• **Material shown**
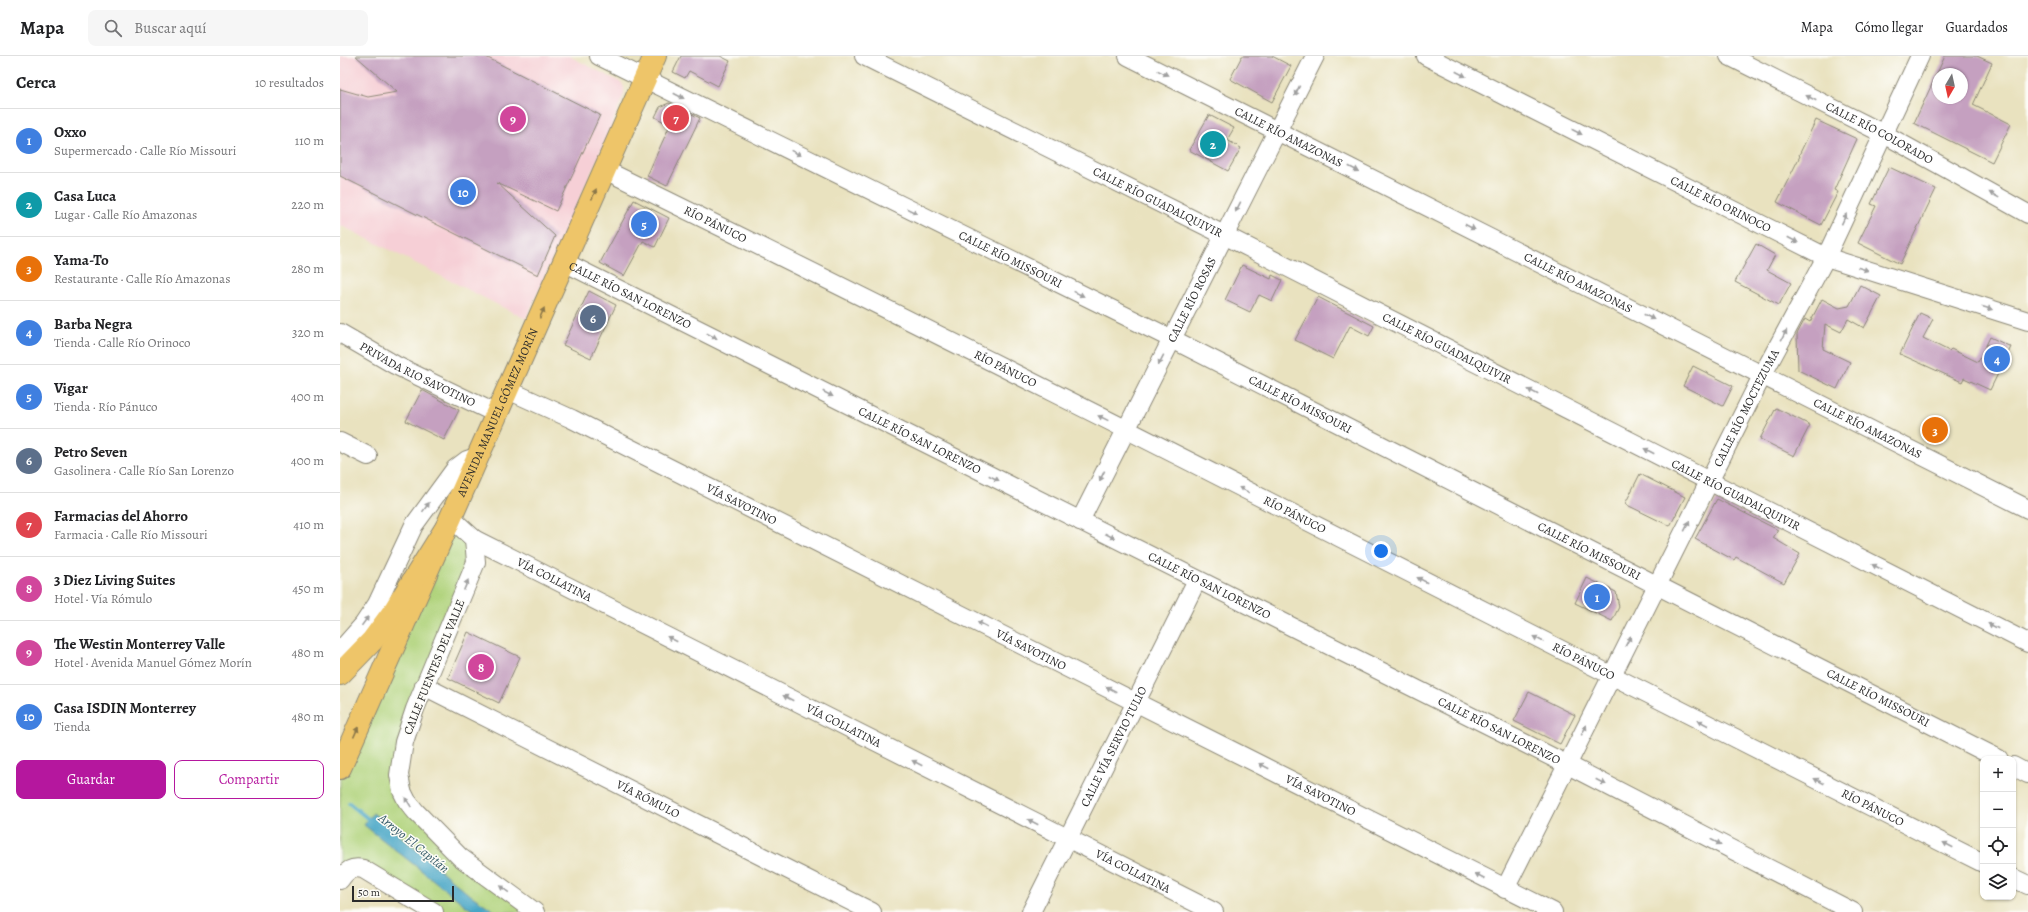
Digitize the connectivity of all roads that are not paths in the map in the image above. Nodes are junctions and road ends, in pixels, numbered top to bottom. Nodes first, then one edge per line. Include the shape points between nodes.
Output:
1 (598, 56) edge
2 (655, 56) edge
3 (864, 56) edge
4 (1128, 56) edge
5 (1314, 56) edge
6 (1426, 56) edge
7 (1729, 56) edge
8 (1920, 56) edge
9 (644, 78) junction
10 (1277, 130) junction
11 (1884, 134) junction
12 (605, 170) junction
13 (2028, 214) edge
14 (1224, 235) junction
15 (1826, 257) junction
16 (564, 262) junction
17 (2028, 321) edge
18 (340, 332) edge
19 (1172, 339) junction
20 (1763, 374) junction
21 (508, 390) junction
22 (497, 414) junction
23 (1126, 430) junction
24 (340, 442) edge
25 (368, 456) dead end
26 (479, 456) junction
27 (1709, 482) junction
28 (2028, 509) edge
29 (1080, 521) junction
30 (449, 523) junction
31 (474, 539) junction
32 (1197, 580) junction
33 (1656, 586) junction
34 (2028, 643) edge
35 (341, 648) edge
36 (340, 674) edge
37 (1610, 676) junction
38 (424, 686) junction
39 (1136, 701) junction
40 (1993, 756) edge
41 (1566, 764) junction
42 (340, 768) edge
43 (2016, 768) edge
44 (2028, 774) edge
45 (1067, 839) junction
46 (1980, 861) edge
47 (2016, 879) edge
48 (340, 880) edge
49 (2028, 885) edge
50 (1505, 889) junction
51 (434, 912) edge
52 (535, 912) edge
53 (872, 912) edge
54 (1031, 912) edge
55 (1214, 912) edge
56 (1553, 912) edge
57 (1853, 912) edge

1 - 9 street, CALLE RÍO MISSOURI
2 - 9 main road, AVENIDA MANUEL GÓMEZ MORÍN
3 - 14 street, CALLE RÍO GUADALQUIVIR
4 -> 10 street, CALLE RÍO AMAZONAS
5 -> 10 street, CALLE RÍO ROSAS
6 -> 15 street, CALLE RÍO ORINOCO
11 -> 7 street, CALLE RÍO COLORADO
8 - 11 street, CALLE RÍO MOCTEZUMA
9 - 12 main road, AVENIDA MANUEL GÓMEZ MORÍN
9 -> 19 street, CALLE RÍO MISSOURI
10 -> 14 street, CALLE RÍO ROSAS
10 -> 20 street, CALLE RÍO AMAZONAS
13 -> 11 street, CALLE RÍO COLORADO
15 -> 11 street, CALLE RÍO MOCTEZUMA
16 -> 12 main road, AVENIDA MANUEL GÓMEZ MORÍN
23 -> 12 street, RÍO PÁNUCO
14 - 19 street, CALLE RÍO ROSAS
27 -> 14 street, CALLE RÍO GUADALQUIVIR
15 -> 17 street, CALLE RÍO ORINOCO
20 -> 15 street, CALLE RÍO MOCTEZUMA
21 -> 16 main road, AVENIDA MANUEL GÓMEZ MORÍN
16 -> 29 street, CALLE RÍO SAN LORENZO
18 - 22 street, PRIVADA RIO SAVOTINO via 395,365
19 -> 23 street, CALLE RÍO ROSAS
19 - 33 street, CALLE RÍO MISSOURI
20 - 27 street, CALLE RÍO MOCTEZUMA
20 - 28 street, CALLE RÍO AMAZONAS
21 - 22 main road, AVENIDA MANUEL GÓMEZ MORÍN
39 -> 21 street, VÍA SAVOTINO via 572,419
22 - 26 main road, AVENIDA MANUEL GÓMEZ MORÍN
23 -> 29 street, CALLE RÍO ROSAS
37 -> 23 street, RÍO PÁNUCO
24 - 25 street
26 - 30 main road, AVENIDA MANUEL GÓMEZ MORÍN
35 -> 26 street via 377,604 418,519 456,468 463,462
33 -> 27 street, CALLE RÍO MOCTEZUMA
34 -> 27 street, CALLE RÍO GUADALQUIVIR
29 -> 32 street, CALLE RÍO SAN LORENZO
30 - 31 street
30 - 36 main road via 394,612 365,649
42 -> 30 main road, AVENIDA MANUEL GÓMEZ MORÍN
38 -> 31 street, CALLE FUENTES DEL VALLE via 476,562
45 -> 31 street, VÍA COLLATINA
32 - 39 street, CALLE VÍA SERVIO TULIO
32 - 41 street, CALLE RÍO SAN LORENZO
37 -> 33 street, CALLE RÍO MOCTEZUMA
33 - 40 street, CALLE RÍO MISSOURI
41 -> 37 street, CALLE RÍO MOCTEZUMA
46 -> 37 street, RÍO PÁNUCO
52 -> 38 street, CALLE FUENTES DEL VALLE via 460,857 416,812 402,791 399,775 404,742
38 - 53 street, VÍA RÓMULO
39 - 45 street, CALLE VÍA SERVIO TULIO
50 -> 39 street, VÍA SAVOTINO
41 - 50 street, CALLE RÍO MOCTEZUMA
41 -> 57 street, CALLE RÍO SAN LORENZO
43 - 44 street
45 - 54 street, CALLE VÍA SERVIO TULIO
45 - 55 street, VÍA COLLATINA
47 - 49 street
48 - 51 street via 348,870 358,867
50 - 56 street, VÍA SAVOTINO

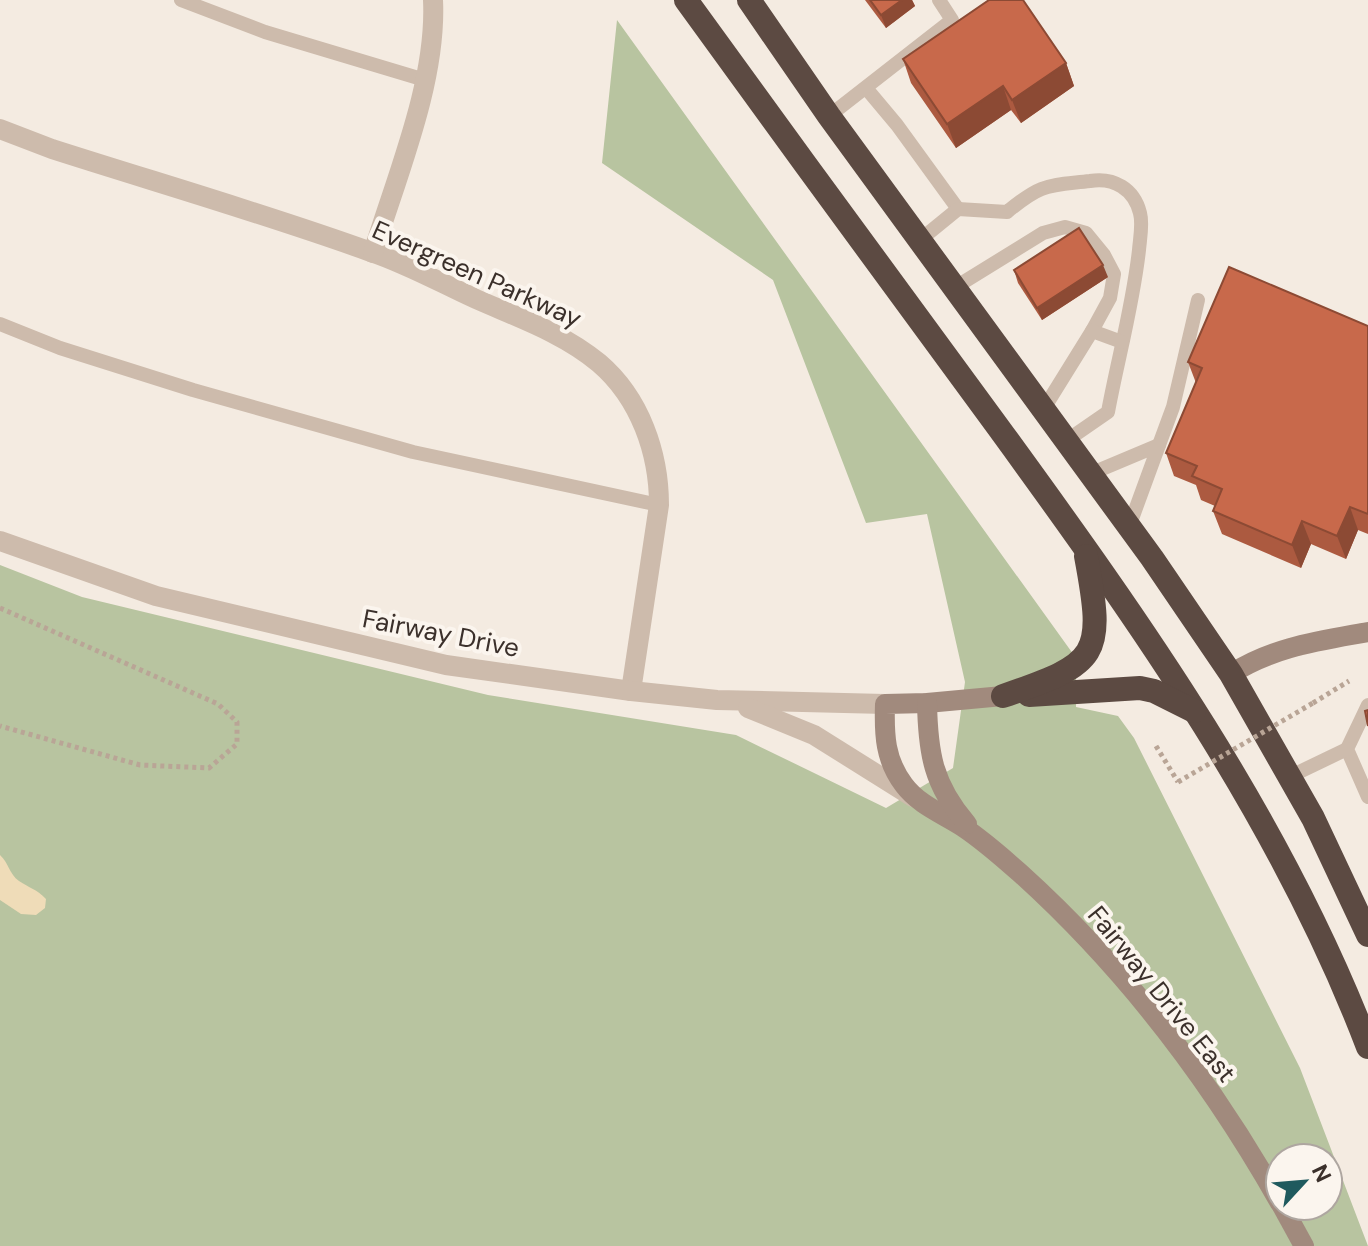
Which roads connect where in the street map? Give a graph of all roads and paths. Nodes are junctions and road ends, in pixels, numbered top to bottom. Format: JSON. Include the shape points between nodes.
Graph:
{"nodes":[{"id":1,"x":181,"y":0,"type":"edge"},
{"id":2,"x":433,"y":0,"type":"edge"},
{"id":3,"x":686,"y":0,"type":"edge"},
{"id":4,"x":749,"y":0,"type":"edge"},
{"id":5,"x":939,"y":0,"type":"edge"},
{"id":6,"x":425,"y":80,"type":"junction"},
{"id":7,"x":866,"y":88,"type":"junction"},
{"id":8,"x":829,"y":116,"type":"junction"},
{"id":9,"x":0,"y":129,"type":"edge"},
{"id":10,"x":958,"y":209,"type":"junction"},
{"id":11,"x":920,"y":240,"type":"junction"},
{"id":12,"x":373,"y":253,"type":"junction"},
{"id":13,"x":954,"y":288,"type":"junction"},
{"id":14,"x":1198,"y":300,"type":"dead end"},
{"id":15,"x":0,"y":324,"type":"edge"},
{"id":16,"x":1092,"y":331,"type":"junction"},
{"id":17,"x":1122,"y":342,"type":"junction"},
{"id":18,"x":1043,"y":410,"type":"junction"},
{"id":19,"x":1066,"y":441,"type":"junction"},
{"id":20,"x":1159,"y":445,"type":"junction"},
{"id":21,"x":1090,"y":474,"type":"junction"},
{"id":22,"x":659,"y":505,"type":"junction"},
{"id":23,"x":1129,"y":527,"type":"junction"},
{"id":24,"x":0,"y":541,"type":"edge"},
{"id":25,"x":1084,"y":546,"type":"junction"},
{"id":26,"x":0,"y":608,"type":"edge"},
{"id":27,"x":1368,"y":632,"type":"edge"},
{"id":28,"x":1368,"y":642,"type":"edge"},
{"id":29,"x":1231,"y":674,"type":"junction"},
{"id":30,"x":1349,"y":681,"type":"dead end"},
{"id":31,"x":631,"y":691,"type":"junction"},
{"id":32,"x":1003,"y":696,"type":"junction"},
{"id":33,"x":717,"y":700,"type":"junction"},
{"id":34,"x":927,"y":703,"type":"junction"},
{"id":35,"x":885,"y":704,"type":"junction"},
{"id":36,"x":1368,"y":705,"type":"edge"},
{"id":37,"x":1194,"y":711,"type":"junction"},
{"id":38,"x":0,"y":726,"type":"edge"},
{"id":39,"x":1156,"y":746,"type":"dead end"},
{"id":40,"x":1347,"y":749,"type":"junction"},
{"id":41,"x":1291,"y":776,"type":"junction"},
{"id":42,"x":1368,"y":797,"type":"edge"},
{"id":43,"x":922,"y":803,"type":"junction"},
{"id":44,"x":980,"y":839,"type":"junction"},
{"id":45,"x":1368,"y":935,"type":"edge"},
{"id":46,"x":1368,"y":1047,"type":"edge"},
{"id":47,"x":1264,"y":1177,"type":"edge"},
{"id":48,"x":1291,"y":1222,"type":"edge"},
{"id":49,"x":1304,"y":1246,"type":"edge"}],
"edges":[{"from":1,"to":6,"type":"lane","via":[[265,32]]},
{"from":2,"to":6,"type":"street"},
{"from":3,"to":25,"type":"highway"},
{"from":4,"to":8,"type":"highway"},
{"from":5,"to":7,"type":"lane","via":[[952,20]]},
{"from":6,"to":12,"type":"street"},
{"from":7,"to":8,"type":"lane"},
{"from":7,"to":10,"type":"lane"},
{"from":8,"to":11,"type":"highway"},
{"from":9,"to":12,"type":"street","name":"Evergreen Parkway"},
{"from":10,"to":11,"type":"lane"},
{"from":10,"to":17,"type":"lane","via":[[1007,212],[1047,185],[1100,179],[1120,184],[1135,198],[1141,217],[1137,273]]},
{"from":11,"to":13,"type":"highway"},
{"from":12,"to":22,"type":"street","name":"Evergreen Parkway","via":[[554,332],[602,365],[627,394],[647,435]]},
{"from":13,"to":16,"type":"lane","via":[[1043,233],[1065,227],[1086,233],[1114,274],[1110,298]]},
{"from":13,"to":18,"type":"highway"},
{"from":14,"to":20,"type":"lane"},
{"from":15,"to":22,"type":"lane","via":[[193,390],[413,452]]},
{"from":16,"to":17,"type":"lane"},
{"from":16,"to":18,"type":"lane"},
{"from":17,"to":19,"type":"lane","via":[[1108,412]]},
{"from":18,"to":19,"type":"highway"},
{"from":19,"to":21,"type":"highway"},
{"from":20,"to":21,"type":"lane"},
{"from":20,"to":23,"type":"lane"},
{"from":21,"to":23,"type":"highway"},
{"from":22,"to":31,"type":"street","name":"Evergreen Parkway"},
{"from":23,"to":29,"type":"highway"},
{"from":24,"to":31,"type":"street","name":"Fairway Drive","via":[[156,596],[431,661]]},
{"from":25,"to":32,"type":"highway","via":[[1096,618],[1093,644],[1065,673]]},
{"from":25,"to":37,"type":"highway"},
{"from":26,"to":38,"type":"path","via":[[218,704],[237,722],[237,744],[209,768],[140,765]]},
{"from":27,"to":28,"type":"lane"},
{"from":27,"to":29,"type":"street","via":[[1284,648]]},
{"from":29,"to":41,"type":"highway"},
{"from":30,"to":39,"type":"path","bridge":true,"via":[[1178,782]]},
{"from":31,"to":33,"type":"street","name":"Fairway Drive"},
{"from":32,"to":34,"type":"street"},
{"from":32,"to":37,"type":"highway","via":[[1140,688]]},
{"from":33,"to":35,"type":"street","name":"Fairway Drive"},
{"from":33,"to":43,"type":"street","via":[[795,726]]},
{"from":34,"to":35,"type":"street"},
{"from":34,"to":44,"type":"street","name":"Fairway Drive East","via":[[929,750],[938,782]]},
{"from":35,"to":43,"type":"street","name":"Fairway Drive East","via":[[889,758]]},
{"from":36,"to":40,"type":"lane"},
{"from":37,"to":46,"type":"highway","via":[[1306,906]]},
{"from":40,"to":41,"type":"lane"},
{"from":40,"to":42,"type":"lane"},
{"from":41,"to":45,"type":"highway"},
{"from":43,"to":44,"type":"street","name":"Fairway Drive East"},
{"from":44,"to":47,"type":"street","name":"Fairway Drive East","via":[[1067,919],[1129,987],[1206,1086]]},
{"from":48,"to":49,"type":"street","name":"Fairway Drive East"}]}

• **Assigned task**
Filter the entries above and keep only the lines with the word "East".

• **Exercise output**
{"from":34,"to":44,"type":"street","name":"Fairway Drive East","via":[[929,750],[938,782]]},
{"from":35,"to":43,"type":"street","name":"Fairway Drive East","via":[[889,758]]},
{"from":43,"to":44,"type":"street","name":"Fairway Drive East"},
{"from":44,"to":47,"type":"street","name":"Fairway Drive East","via":[[1067,919],[1129,987],[1206,1086]]},
{"from":48,"to":49,"type":"street","name":"Fairway Drive East"}]}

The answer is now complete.